Boing! Docomodake Nintendo DS review

Meet the mighty mushroom who puts the ‘fun’ into ‘fungi’…

UK gamers are a rum old bunch. We constantly complain about how the Japanese get quirky, original titles we Westerners can only dream about (or bag on import), but at the tills, what do we buy? Yet another version of Tomb Raider, FIFA, Gran Turismo or whatever FPS is currently doing the rounds. For all our moaning about lack of originality, we’re very conservative consumers, and who can blame developers for churning out what sells?

Perhaps it’s time to put your money where your mouth is and give yourself a break from the latest generic offering which plays just like the last one. Boing! Docomodake DS is as quirky as you like and impressively Japanese, though too flawed to be a must-buy…
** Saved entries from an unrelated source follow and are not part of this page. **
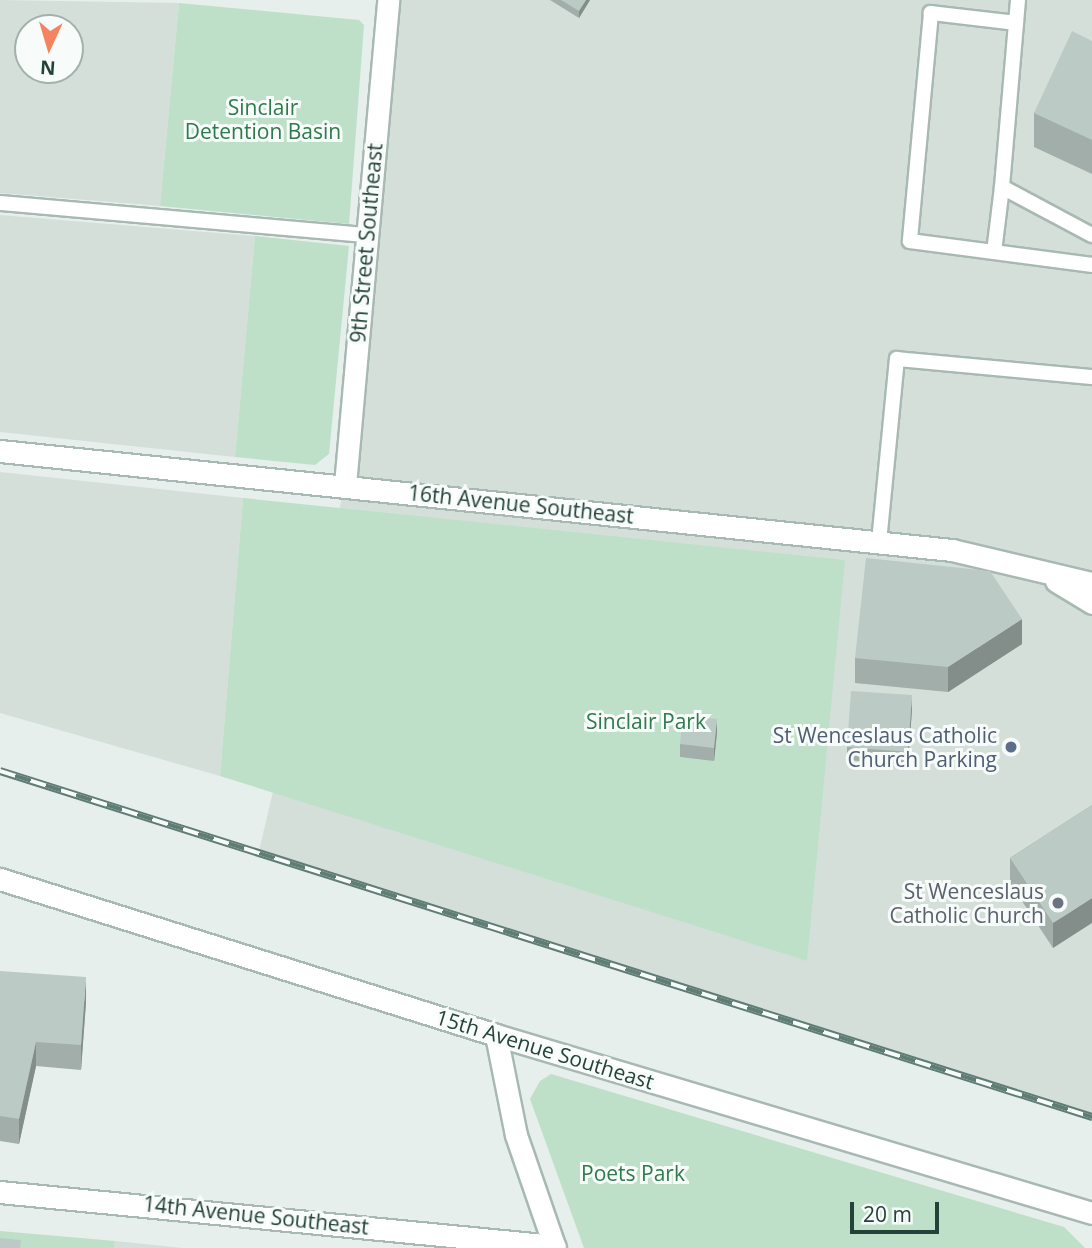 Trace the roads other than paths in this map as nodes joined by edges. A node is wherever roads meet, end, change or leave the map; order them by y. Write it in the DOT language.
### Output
graph roads {
  1 [pos="1018,0"];
  2 [pos="383,1"];
  3 [pos="1016,23"];
  4 [pos="1002,187"];
  5 [pos="0,204"];
  6 [pos="1092,234"];
  7 [pos="367,235"];
  8 [pos="994,252"];
  9 [pos="1092,265"];
  10 [pos="1092,376"];
  11 [pos="0,451"];
  12 [pos="345,485"];
  13 [pos="879,541"];
  14 [pos="1039,570"];
  15 [pos="1092,583"];
  16 [pos="1092,603"];
  17 [pos="0,879"];
  18 [pos="496,1035"];
  19 [pos="0,1192"];
  20 [pos="1092,1213"];
  21 [pos="555,1247"];
  1 -- 3 [label="lane"];
  2 -- 7 [label="street, 9th Street Southeast"];
  3 -- 4 [label="lane"];
  3 -- 8 [label="lane"];
  4 -- 6 [label="lane"];
  4 -- 8 [label="lane"];
  5 -- 7 [label="lane"];
  7 -- 12 [label="street, 9th Street Southeast"];
  8 -- 9 [label="lane"];
  10 -- 13 [label="lane"];
  11 -- 12 [label="street, 16th Avenue Southeast"];
  12 -- 13 [label="street, 16th Avenue Southeast"];
  13 -- 14 [label="street, 16th Avenue Southeast"];
  14 -- 15 [label="street, 16th Avenue Southeast"];
  14 -- 16 [label="street, 16th Avenue Southeast"];
  17 -- 18 [label="street, 15th Avenue Southeast"];
  18 -- 20 [label="street, 15th Avenue Southeast"];
  18 -- 21 [label="street"];
  19 -- 21 [label="street, 14th Avenue Southeast"];
}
Like most quirky Japanese puzzlers, this one’s easier to play than it is to describe, but here goes anyway. Dispensing with the plot, you play a big mushroom who must get from A to B in each of the game’s bite-sized stages, picking up coins and treasure as you go. To do so, you call upon your little mushroom pals who live inside you. See what I mean about it being easier to play than describe? To summon a mini-mushroom, you drag him from your body using the touchscreen, or tap a shoulder button to release them all at once. Your own size depends on the amount of mushrooms you hold. Release them to shrink and get into small spaces, and when you want to be big again, drag them back one by one or tap the hand which hovers over your character to summon them all at once.

The mini-mushrooms do more than set your size. By piling them one on top of the other you can create an impromptu ladder. Place them on pressure pads to activate in-level features, use them to lower weight-sensitive platforms or roll them into balls to throw at enemies. Misuse them and you lose them, but most levels offer a bell which can be rang to resurrect mushrooms that have ‘fainted’.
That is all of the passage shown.